Così, nel 1897, stesso anno in cui presso Versailles, il conte di Torino Vittorio Emanuele di Savoia-Aosta sconfisse in duello il principe Henry d’Orléans per ricacciargli in gola le sue battute infelici e ingiuste sui soldati italiani sconfitti ad Adua, in Africa, a Vienna tocca a un belga capire bon gre mal gre che a fare gli spiritosi con gli abitanti del Bel Paese si rischia un brutto quarto d’ora.
E la lezione di buona educazione e di rispetto dell’Italia gliela impartisce Agesilao Greco, con un colpo segreto che per due volte consecutive disarma il borioso avversario facendo cadere la sua spada proprio ai piedi del nostro ambasciatore… [Red.]
Torneo di Vienna, 1897. In tribuna c’è l’imperatore Francesco Giuseppe con il suo seguito di granduchi e con i più alti dignitari dell’Impero.
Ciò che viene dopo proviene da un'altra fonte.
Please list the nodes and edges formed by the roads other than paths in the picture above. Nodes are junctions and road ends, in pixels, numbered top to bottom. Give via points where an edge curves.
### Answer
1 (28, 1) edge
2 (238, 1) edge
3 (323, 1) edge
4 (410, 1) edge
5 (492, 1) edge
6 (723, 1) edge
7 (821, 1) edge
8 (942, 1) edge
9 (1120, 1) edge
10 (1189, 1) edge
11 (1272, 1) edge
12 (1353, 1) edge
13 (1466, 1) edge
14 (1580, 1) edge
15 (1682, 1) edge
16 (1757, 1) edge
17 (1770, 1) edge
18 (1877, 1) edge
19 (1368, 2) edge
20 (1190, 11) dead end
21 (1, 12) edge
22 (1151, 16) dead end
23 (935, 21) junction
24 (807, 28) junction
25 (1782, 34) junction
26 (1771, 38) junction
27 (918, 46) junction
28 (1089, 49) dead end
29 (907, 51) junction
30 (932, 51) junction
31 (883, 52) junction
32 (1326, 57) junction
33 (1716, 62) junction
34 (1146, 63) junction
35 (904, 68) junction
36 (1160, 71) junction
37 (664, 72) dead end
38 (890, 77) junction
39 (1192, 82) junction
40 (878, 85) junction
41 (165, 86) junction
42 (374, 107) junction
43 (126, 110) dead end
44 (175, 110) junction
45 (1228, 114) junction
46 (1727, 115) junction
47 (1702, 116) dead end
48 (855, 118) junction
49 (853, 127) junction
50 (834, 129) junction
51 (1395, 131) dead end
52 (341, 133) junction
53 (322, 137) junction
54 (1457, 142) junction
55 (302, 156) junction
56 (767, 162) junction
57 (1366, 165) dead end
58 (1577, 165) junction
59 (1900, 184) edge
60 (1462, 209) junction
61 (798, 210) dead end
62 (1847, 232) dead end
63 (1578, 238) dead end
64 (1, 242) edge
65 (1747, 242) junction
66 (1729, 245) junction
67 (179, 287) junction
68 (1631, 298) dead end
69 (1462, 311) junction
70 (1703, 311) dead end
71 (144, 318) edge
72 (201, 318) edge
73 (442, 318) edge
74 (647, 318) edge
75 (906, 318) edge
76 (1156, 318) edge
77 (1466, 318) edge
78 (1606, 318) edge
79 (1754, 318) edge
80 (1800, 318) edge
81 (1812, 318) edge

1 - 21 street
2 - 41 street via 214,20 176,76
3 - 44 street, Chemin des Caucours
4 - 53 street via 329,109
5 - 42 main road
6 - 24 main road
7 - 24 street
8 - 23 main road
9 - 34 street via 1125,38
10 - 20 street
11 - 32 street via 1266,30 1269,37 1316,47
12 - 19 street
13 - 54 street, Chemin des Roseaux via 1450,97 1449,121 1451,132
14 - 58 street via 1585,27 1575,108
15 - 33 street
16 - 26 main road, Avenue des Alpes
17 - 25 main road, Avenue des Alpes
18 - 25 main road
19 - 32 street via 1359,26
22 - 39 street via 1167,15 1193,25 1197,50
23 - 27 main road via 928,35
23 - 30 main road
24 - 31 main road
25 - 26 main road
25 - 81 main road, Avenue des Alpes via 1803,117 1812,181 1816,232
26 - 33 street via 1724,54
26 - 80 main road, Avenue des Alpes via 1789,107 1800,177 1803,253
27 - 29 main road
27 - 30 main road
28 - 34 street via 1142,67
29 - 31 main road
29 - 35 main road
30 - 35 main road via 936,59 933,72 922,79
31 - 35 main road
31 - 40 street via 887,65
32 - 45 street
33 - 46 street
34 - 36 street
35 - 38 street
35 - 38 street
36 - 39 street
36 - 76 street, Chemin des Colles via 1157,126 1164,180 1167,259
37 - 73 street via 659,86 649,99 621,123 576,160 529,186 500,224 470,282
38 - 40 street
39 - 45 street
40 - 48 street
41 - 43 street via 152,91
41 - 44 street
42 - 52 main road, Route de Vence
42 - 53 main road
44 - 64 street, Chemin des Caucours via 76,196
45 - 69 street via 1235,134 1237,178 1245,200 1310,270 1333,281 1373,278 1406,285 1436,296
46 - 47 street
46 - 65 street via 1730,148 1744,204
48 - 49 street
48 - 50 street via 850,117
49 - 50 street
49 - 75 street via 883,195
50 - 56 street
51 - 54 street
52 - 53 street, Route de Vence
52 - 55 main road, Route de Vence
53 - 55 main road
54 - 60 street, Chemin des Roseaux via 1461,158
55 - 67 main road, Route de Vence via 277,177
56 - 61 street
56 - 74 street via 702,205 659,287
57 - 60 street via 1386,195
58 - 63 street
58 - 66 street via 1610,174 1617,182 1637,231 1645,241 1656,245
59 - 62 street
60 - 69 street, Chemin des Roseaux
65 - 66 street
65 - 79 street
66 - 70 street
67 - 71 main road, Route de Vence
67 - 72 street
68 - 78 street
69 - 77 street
E tutto il corpo diplomatico accreditato presso la corte d’Asburgo, compreso l’ambasciatore italiano, il conte Costantino Nigra. Agesilao sconfigge il primo campione, poi il secondo, poi gli tocca il belga Werbrugge, “burbanzoso, presuntuoso e notoriamente anti italiano”.
Nella cerimonia di inaugurazione, ostentatamente, aveva evitato di salutare l’ambasciatore Nigra. Lo spadaccino italiano decide di riparare a quel torto. Mette subito a segno uno dei suoi famosi disarmi; la spada del belga schizza fuori dalla pedana e va a finire esattamente ai piedi del conte Nigra. Werbugge è costretto a scendere e inginocchiarsi sino a terra proprio lì, per raccoglierla.
Agesilao non è ancora soddisfatto: tutti devono capire che non si è trattato di un caso. Così, alla ripresa del combattimento, ripete la mossa. Identica. L’arma del belga è di nuovo lì, ai piedi del nostro ambasciatore. Werbugge si inchina una seconda volta. Si alza la voce di Agesilao: «Restez com ça, s’il vous plait, monsieur, a salutare il mio ambasciatore, il rappresentante, qui dentro, dell’Italia». Il conte Nigra confiderà in seguito al maestro Greco: «Siete stato crudele, ma vi ringrazio». Poco prima di morire, Agesilao ricorderà ancora con quanto piacere si tolse quella soddisfazione: «Fu bellissimo… vedere quel cialtrone che aveva ignorato, non dico la mia presenza, ma quella del nostro ambasciatore, piegarsi sino a terra ai piedi del conte Nigra».